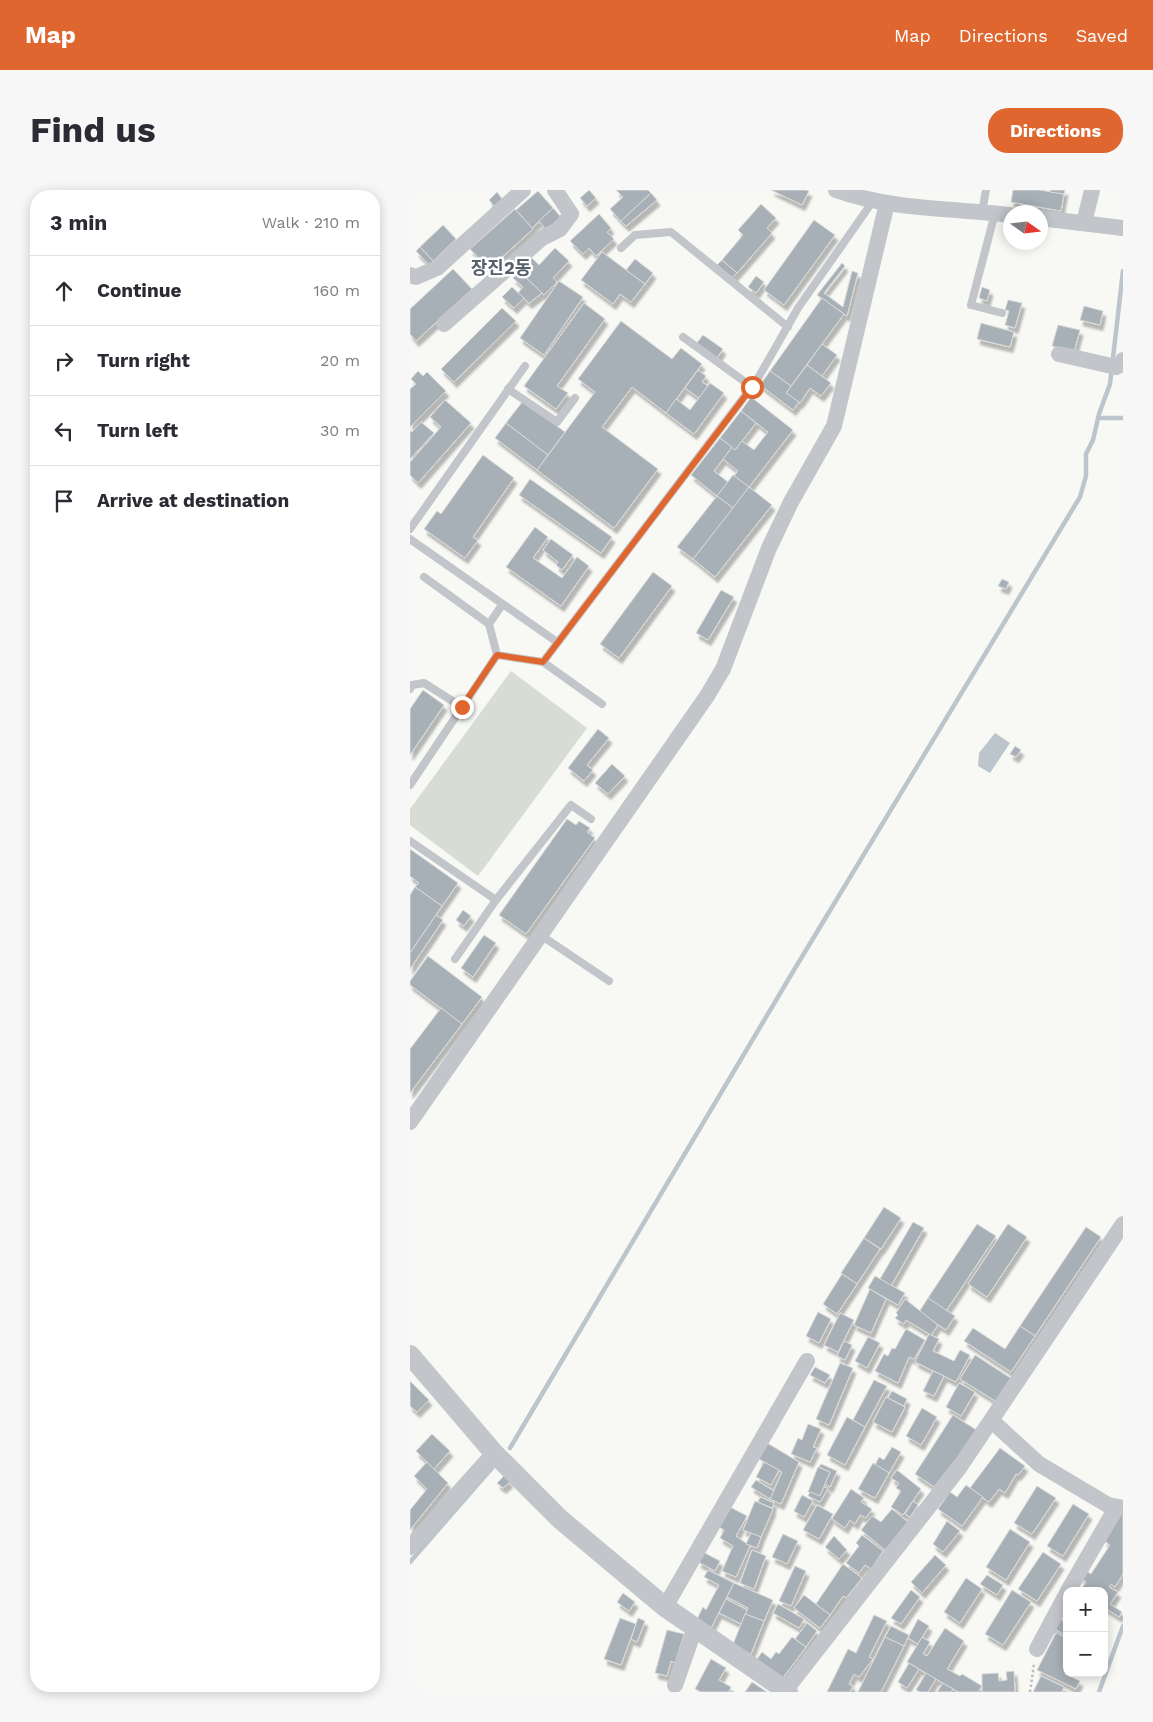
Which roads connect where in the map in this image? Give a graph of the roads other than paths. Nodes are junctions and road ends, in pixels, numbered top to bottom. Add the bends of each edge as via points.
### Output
1 (523, 190) edge
2 (555, 190) edge
3 (836, 190) edge
4 (986, 190) edge
5 (1092, 190) edge
6 (880, 201) junction
7 (996, 213) edge
8 (1048, 219) edge
9 (1084, 224) junction
10 (1123, 228) edge
11 (621, 248) dead end
12 (410, 275) edge
13 (1002, 313) dead end
14 (444, 324) dead end
15 (788, 327) junction
16 (683, 337) dead end
17 (1059, 354) dead end
18 (1115, 364) edge
19 (525, 366) dead end
20 (752, 387) junction
21 (508, 389) junction
22 (575, 398) dead end
23 (410, 529) edge
24 (410, 539) edge
25 (424, 577) dead end
26 (502, 605) junction
27 (489, 624) junction
28 (557, 642) junction
29 (497, 655) junction
30 (543, 662) junction
31 (410, 689) edge
32 (602, 704) dead end
33 (462, 707) junction
34 (410, 784) edge
35 (591, 820) dead end
36 (410, 841) edge
37 (496, 900) junction
38 (542, 936) junction
39 (455, 959) dead end
40 (609, 980) dead end
41 (410, 1122) edge
42 (1123, 1224) edge
43 (410, 1355) edge
44 (807, 1361) dead end
45 (992, 1421) junction
46 (494, 1452) junction
47 (1119, 1508) edge
48 (410, 1547) edge
49 (1070, 1587) edge
50 (1063, 1600) edge
51 (666, 1607) junction
52 (694, 1628) junction
53 (1037, 1649) road end
54 (675, 1685) dead end
55 (786, 1691) edge

1 - 12 street via 438,268 416,278
2 - 14 street via 571,214 560,229 542,238
3 - 6 street
4 - 7 lane
5 - 9 street
6 - 7 street
6 - 15 lane
6 - 38 street via 834,426 769,548 723,669
7 - 13 lane via 971,305
8 - 9 street
9 - 10 street
11 - 15 lane via 635,235 671,232
15 - 20 lane
16 - 20 lane
17 - 18 street
19 - 21 lane
20 - 28 lane
21 - 22 lane via 557,422
21 - 23 lane
24 - 26 lane
25 - 27 lane
26 - 27 lane
26 - 28 lane
27 - 29 lane
28 - 30 lane
29 - 30 lane
29 - 33 lane
30 - 32 lane
31 - 33 lane via 412,685 424,683
33 - 34 lane
35 - 37 lane via 571,805
36 - 37 lane
37 - 39 lane
38 - 40 lane
38 - 41 street
42 - 45 street
43 - 46 street
44 - 51 street
45 - 47 street via 1039,1464
45 - 55 street
46 - 48 street
46 - 51 street via 560,1519
47 - 49 street
50 - 53 street
51 - 52 street
52 - 54 street
52 - 55 street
==================================================
Word for word, reproduce all the data, but not the pictures.

Which roads connect where in the map in this image? Give a graph of the roads other than paths. Nodes are junctions and road ends, in pixels, numbered top to bottom. Add the bends of each edge as via points.
### Output
1 (523, 190) edge
2 (555, 190) edge
3 (836, 190) edge
4 (986, 190) edge
5 (1092, 190) edge
6 (880, 201) junction
7 (996, 213) edge
8 (1048, 219) edge
9 (1084, 224) junction
10 (1123, 228) edge
11 (621, 248) dead end
12 (410, 275) edge
13 (1002, 313) dead end
14 (444, 324) dead end
15 (788, 327) junction
16 (683, 337) dead end
17 (1059, 354) dead end
18 (1115, 364) edge
19 (525, 366) dead end
20 (752, 387) junction
21 (508, 389) junction
22 (575, 398) dead end
23 (410, 529) edge
24 (410, 539) edge
25 (424, 577) dead end
26 (502, 605) junction
27 (489, 624) junction
28 (557, 642) junction
29 (497, 655) junction
30 (543, 662) junction
31 (410, 689) edge
32 (602, 704) dead end
33 (462, 707) junction
34 (410, 784) edge
35 (591, 820) dead end
36 (410, 841) edge
37 (496, 900) junction
38 (542, 936) junction
39 (455, 959) dead end
40 (609, 980) dead end
41 (410, 1122) edge
42 (1123, 1224) edge
43 (410, 1355) edge
44 (807, 1361) dead end
45 (992, 1421) junction
46 (494, 1452) junction
47 (1119, 1508) edge
48 (410, 1547) edge
49 (1070, 1587) edge
50 (1063, 1600) edge
51 (666, 1607) junction
52 (694, 1628) junction
53 (1037, 1649) road end
54 (675, 1685) dead end
55 (786, 1691) edge

1 - 12 street via 438,268 416,278
2 - 14 street via 571,214 560,229 542,238
3 - 6 street
4 - 7 lane
5 - 9 street
6 - 7 street
6 - 15 lane
6 - 38 street via 834,426 769,548 723,669
7 - 13 lane via 971,305
8 - 9 street
9 - 10 street
11 - 15 lane via 635,235 671,232
15 - 20 lane
16 - 20 lane
17 - 18 street
19 - 21 lane
20 - 28 lane
21 - 22 lane via 557,422
21 - 23 lane
24 - 26 lane
25 - 27 lane
26 - 27 lane
26 - 28 lane
27 - 29 lane
28 - 30 lane
29 - 30 lane
29 - 33 lane
30 - 32 lane
31 - 33 lane via 412,685 424,683
33 - 34 lane
35 - 37 lane via 571,805
36 - 37 lane
37 - 39 lane
38 - 40 lane
38 - 41 street
42 - 45 street
43 - 46 street
44 - 51 street
45 - 47 street via 1039,1464
45 - 55 street
46 - 48 street
46 - 51 street via 560,1519
47 - 49 street
50 - 53 street
51 - 52 street
52 - 54 street
52 - 55 street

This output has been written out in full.